KCET · Physics · Oscillations
The displacement of a particle executing SHM is given by \(x=3 \sin \left[2 \pi t+\frac{\pi}{4}\right]\), where \(x\) is in metre and \(t\) is in seconds. The amplitude and maximum speed of the particles is
- A \(3 \mathrm{~m}, 4 \pi \mathrm{ms}^{-1}\)
- B \(3 \mathrm{~m}, 6 \pi \mathrm{ms}^{-1}\)
- C \(3 \mathrm{~m}, 8 \pi \mathrm{ms}^{-1}\)
- D \(3 \mathrm{~m}, 2 \pi \mathrm{ms}^{-1}\)
Answer & Solution
Correct Answer
(B) \(3 \mathrm{~m}, 6 \pi \mathrm{ms}^{-1}\)
Step-by-step Solution
Detailed explanation
Given, displacement equation of particle executing SHM,
\(X=3 \sin \left[2 \pi t+\frac{\pi}{4}\right]\)
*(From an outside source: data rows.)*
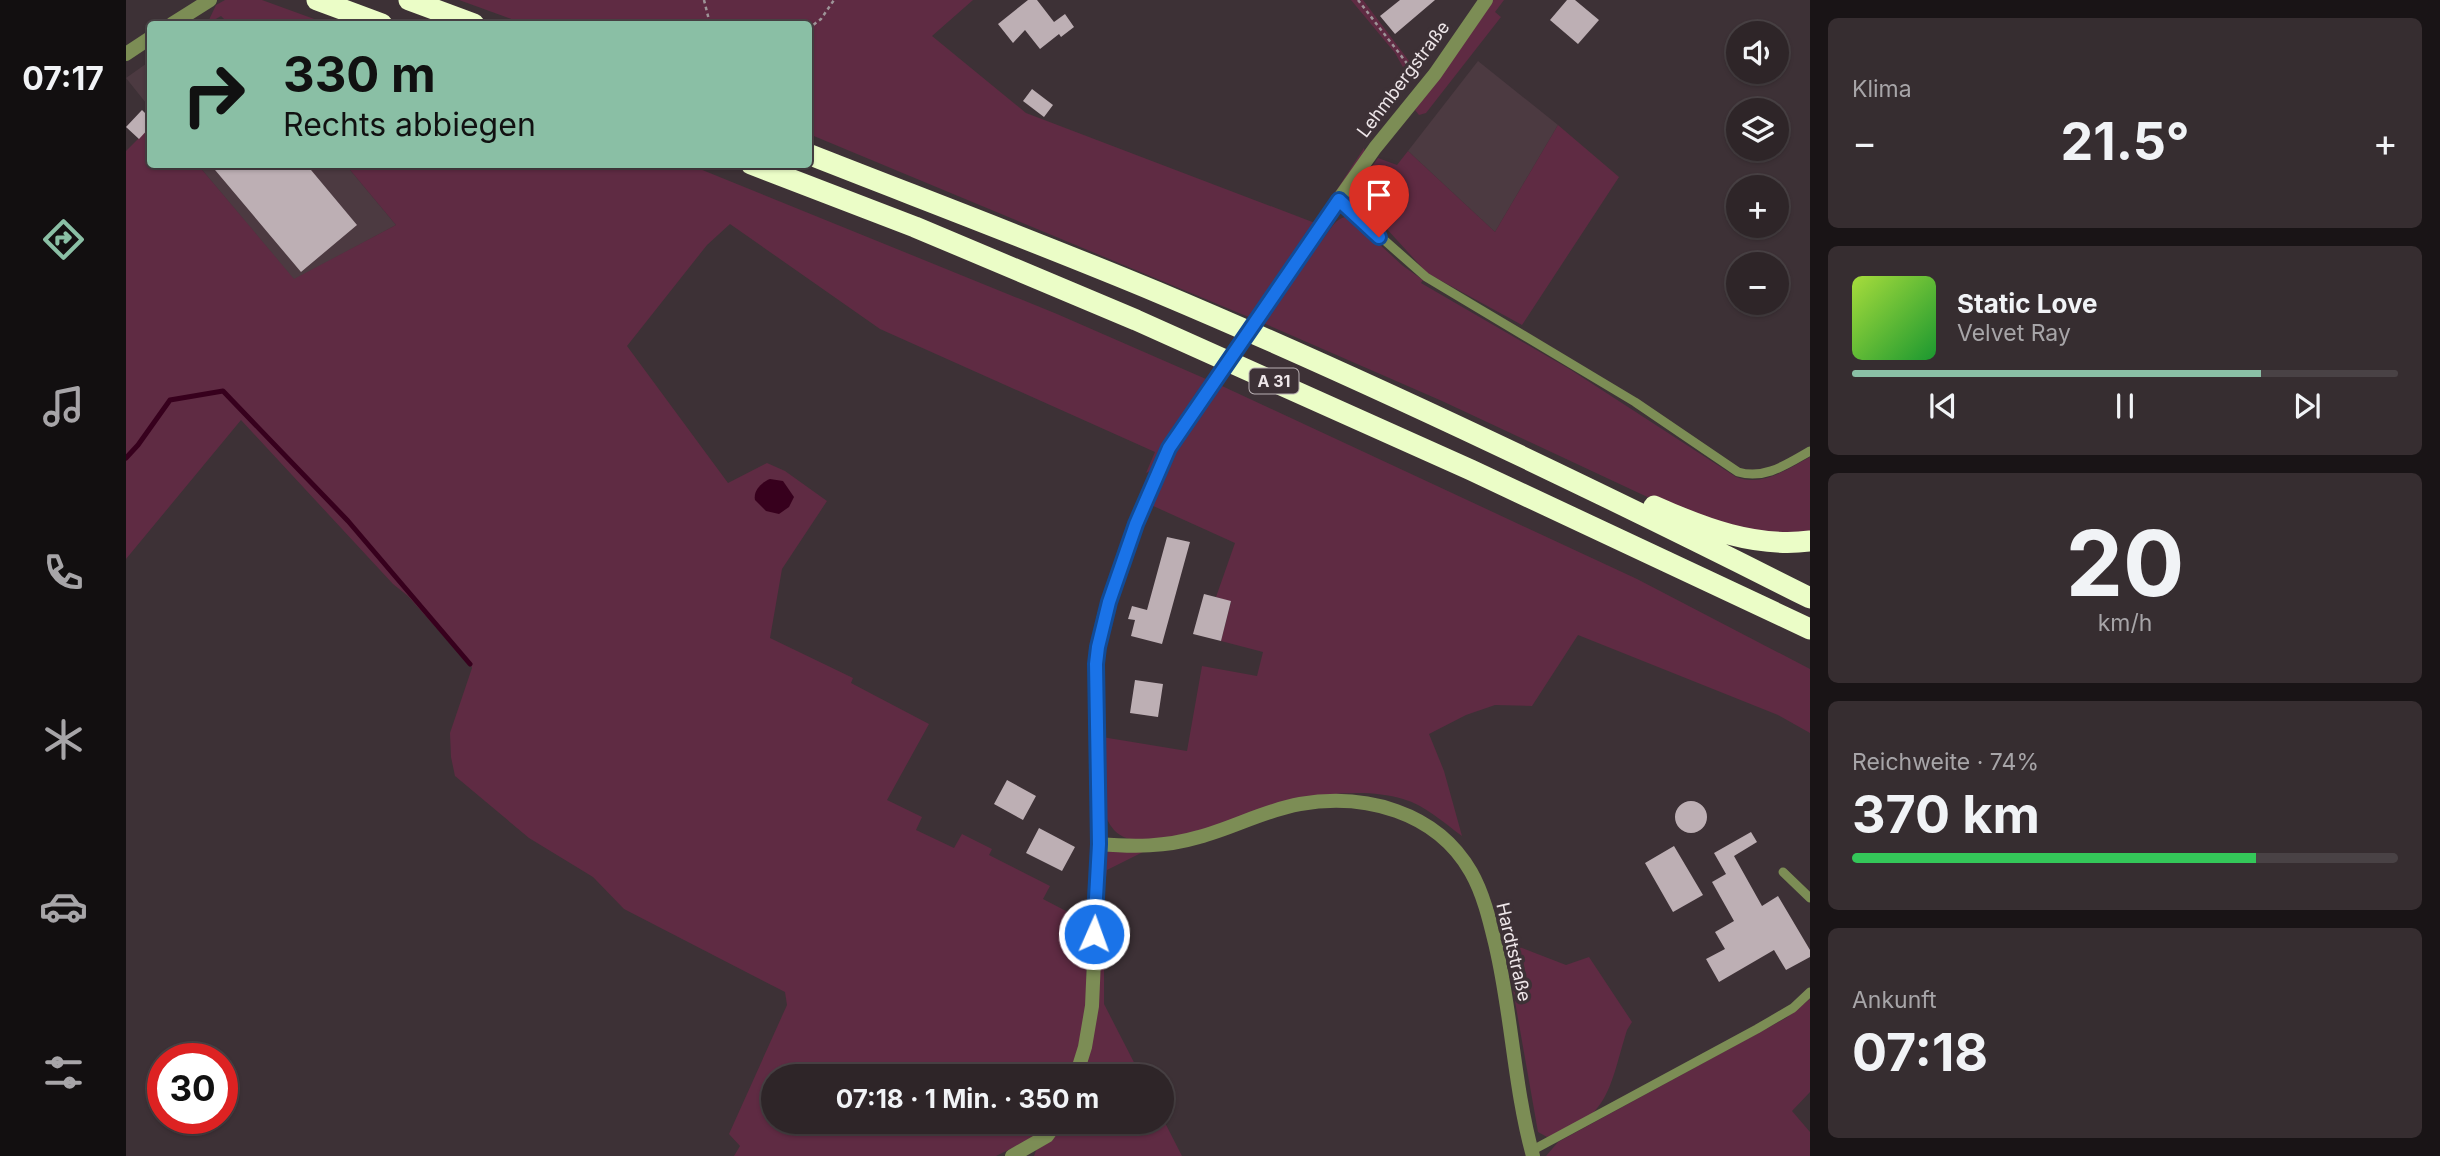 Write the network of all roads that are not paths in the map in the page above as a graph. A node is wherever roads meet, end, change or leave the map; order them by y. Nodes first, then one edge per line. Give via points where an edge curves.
1 (210, 0) edge
2 (409, 0) edge
3 (1486, 0) edge
4 (320, 1) edge
5 (177, 21) edge
6 (374, 21) edge
7 (466, 21) edge
8 (147, 40) edge
9 (126, 54) edge
10 (812, 156) edge
11 (761, 168) edge
12 (1339, 200) junction
13 (1474, 435) junction
14 (1810, 451) edge
15 (1810, 541) edge
16 (1810, 598) edge
17 (1810, 629) edge
18 (1099, 844) junction
19 (1783, 872) dead end
20 (1810, 898) edge
21 (1810, 992) edge
22 (1080, 1064) edge
23 (1048, 1134) edge
24 (1532, 1153) edge
25 (1012, 1156) edge

1 - 5 street
2 - 7 highway
3 - 12 street, Lehmbergstraße
4 - 6 highway
8 - 9 street
10 - 13 highway, A 31 via 1156,292
11 - 17 highway, A 31 via 1136,320
12 - 14 lane via 1426,277 1625,396 1738,472 1763,474
12 - 18 street, Lehmbergstraße, bridge via 1169,448 1136,524 1098,647
13 - 15 highway via 1566,467 1732,536 1769,542
13 - 16 highway, A 31
18 - 22 street, Lehmbergstraße via 1092,1006
18 - 24 street, Hardtstraße via 1137,847 1174,843 1321,800 1395,808 1433,830 1471,871 1488,914 1506,992 1520,1102
19 - 20 lane
21 - 24 lane, Hardtstraße via 1758,1030
23 - 25 street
Comparing with displacement equation of SHM as \(y=A \sin (\omega t+\phi)\), we get
Amplitude, \(A=3 \mathrm{~m}\)
Angular velocity, \(\omega=2 \pi \mathrm{rad} / \mathrm{s}\)
\(\therefore\) Maximum speed,
\(v_{\max }=\omega A=2 \pi \times 3=6 \pi \mathrm{m} / \mathrm{s}\)
\(X=3 \sin \left[2 \pi t+\frac{\pi}{4}\right]\)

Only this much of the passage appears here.